### Brief:
Wherever the string "rows" occurs in a line of these records, report that line.
────────────────
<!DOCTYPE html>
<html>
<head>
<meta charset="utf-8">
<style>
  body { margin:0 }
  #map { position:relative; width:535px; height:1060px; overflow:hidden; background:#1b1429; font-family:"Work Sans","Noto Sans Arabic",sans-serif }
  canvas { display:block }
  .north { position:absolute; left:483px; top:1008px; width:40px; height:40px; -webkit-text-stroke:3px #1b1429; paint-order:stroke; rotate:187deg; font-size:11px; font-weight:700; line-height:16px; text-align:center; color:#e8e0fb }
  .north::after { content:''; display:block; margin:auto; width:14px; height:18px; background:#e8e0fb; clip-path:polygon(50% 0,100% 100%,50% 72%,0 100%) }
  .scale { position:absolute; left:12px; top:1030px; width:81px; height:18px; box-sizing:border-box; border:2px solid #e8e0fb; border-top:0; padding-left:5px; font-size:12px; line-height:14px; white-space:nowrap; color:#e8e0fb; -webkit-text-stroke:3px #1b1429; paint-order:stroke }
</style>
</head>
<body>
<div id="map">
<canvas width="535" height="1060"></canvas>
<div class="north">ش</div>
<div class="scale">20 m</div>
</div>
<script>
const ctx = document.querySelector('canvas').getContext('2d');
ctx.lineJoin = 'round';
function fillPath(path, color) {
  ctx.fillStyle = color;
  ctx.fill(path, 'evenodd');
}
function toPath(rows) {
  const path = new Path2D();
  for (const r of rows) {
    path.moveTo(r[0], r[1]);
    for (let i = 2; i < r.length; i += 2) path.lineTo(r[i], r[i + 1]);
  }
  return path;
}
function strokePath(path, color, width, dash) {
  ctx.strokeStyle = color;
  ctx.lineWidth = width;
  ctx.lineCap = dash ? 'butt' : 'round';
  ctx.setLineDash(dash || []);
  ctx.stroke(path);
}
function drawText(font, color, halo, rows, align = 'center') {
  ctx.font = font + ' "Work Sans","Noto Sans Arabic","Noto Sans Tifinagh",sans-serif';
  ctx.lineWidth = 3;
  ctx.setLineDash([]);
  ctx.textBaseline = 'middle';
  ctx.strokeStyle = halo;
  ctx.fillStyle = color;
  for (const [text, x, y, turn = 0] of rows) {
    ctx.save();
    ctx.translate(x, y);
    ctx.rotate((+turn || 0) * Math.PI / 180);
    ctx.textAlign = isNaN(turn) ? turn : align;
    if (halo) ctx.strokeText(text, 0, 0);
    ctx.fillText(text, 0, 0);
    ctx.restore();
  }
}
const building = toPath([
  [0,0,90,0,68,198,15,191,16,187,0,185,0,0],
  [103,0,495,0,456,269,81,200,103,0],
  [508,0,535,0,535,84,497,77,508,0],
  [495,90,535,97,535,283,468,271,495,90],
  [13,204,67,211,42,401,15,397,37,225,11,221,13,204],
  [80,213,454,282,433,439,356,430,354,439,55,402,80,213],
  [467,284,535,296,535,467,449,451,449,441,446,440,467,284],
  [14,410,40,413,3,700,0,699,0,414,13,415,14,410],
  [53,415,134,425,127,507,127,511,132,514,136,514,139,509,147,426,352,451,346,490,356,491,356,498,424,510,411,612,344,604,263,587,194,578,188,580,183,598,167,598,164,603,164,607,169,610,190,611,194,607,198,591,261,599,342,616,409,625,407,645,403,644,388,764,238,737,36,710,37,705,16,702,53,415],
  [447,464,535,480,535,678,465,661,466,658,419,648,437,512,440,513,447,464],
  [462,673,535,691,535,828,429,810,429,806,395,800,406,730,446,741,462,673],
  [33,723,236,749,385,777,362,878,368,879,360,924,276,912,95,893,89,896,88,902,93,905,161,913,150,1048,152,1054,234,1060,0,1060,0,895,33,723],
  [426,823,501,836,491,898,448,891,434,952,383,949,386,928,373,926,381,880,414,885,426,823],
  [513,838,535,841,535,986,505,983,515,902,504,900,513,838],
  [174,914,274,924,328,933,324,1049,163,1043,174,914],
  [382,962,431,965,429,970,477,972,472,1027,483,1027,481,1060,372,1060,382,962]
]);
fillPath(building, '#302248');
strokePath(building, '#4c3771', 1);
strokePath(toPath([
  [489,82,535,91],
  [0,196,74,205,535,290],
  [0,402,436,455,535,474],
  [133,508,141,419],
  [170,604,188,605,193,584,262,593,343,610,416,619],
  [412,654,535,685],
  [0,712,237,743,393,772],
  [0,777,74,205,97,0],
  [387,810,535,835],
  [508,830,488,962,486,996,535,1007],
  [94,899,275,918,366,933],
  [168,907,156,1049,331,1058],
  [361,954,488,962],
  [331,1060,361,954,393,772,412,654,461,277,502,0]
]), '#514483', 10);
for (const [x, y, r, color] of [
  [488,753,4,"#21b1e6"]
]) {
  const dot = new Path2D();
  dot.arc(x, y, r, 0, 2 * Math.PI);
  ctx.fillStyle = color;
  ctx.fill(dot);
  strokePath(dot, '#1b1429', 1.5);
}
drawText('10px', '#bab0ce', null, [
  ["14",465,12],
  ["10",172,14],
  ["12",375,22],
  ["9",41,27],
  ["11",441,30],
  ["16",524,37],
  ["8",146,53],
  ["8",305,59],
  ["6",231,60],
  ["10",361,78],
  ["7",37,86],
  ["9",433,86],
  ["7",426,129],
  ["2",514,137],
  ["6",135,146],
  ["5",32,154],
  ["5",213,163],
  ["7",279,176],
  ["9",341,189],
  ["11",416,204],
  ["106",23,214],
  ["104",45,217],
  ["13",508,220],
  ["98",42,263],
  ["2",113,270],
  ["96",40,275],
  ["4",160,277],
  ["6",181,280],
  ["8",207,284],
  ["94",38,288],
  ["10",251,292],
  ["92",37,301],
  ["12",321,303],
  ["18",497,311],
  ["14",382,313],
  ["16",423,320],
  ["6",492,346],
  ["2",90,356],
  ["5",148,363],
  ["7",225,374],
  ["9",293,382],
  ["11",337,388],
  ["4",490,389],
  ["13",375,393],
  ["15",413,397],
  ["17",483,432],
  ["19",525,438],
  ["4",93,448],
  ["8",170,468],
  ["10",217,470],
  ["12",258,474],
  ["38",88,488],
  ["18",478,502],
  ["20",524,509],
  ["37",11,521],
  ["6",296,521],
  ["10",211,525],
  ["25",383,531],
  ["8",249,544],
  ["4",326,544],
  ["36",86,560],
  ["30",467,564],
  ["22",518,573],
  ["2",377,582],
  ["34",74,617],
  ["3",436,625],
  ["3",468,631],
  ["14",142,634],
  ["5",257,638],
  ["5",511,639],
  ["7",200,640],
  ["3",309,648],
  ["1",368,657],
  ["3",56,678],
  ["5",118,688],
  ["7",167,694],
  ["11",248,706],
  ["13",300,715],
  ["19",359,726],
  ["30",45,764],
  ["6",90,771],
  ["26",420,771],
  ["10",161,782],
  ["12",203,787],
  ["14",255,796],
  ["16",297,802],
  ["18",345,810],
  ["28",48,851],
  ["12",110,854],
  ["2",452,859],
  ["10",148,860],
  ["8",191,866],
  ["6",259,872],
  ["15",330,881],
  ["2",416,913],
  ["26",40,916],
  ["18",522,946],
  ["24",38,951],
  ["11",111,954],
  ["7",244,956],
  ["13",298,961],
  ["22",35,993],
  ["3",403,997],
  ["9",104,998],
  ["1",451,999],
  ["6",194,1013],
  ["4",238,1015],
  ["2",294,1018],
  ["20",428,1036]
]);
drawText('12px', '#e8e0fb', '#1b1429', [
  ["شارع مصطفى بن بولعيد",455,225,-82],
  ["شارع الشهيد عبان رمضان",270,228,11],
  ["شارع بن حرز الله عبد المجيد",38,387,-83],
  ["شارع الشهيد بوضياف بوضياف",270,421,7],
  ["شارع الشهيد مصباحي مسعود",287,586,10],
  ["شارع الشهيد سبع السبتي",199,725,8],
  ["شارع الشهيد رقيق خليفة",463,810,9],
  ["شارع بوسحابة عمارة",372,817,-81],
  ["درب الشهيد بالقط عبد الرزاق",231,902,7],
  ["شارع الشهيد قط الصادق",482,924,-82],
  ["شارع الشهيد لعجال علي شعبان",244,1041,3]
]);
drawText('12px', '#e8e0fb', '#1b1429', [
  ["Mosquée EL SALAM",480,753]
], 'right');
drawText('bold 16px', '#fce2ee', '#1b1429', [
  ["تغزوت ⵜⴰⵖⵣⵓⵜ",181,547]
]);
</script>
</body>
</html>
────────────────
### Task solution:
function toPath(rows) {
  for (const r of rows) {
function drawText(font, color, halo, rows, align = 'center') {
  for (const [text, x, y, turn = 0] of rows) {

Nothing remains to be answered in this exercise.